Hong Kong Chief Executive Leung Chun-ying has strongly condemned riots in Mong Kok, after hundreds clashed with police over the closure of illegal food stalls there. Around 300 protesters hurled bricks and fought with officers on Tuesday 9 February.

The violence started after food vendors in the area were told to shut down their stalls by hygiene inspectors. At least 48 police officers were injured in the riots, and 24 protesters have been arrested so far. "They damaged police cars and public properties, committed acts of arson, threw bricks and other objects at police officers including those who had already been injured and were lying on the ground seriously jeopardising the safety of police officers and other people at the site," said Leung Chun-ying

He added,"I believe that the public can see for themselves from TV news reports the seriousness of the situation. The SAR government strongly condemns such violent acts, the police will apprehend the mobs and bring them to justice".

Mongkok protests
Protesters throw bricks as a journalist takes cover during a clash with riot police at Mongkok district in Hong Kong, China Bobby Yip/Reuters

The temporary stalls were set up ahead of planned Lunar New Year celebrations in the city.

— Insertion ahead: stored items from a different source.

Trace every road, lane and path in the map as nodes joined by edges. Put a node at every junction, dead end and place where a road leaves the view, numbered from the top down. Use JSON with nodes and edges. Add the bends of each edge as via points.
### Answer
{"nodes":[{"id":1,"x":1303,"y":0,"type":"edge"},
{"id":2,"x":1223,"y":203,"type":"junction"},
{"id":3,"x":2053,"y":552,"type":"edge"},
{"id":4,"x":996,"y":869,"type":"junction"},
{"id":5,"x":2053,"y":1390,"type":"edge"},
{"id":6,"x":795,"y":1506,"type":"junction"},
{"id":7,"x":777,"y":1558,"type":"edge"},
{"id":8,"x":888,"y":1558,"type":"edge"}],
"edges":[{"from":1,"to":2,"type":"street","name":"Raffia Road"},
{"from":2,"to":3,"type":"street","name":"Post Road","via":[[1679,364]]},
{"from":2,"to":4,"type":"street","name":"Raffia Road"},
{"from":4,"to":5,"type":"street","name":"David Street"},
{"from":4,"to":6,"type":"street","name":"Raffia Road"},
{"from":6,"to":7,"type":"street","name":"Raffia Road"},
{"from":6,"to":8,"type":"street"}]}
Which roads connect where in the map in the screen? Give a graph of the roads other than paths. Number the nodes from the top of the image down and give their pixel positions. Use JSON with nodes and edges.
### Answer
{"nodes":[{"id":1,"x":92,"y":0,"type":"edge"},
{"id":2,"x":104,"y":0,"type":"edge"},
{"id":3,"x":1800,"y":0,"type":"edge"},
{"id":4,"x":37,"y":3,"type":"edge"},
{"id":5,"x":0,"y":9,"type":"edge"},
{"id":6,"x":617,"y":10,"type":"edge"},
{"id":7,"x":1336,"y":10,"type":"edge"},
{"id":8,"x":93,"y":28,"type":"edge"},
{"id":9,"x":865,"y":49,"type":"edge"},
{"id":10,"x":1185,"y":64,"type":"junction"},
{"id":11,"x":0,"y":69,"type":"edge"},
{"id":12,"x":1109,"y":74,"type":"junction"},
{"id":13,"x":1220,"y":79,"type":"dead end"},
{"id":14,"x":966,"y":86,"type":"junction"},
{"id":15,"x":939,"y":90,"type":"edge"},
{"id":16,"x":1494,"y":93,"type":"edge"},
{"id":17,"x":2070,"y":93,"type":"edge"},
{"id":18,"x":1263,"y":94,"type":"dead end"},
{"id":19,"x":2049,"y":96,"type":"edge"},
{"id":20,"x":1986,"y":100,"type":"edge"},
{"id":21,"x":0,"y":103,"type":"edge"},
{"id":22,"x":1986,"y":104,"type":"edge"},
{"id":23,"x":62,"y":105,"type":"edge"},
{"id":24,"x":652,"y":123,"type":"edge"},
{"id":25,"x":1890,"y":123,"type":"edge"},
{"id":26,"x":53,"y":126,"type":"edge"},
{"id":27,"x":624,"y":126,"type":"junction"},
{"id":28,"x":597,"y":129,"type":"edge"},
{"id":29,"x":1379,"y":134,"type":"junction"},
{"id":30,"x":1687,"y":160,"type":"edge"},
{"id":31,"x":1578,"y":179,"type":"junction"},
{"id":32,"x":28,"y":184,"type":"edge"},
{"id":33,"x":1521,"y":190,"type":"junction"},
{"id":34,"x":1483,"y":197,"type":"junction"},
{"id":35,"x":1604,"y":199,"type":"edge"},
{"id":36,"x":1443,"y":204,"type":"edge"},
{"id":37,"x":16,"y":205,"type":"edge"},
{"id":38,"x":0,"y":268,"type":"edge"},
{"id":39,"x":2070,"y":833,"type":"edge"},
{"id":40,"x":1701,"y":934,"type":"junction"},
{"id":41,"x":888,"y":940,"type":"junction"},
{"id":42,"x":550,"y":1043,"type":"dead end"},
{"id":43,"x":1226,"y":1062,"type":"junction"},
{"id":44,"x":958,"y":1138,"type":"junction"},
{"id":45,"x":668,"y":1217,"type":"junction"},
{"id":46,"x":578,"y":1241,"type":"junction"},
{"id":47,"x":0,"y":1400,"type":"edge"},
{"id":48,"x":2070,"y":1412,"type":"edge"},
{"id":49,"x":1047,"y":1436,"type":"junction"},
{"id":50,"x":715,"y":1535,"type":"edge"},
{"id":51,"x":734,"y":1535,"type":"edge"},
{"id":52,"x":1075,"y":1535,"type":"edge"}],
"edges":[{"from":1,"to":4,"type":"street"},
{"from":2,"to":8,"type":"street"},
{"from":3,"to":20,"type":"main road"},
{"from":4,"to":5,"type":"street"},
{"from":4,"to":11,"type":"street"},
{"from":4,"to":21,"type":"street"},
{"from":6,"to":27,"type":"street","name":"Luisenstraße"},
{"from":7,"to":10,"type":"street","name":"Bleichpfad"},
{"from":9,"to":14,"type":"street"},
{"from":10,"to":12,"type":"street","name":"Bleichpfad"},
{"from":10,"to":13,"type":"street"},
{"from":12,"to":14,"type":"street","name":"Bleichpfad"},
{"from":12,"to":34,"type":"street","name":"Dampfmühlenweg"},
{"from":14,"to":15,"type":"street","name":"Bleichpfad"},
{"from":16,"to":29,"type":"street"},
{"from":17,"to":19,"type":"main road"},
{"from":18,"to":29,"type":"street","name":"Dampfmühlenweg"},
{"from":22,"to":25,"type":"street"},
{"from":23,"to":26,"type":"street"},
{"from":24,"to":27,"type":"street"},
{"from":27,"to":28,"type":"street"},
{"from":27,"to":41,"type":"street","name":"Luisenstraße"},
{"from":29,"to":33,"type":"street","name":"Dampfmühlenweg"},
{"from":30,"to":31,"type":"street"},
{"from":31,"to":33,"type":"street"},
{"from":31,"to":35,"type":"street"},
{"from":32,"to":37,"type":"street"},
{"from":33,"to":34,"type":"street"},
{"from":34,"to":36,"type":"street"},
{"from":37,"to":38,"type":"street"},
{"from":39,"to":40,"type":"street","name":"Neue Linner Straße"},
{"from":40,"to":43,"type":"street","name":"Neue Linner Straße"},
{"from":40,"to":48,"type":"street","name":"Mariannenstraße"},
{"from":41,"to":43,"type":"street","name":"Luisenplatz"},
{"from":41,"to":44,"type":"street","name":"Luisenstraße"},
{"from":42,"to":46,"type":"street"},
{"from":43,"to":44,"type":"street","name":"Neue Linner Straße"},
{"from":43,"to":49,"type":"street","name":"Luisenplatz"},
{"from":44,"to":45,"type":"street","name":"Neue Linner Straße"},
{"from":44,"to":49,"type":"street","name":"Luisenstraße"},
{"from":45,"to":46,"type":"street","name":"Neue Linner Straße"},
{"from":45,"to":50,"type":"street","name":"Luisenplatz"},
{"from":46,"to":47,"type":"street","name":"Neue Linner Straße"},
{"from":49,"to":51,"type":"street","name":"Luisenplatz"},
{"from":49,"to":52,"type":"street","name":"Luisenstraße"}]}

During the clashes #fishballrevolution started to trend on social media in support of the food vendors. Police confirmed that warning shots were fired during the clashes. The government has also stated that it believes these riots were organised, although they have not confirmed who was involved.

The Mong Kok region has been the scene of a number of violent protests in the past, including during the Umbrella movement in 2014. Around 100,000 people took to the streets then to rally against the China-backed Hong Kong administration.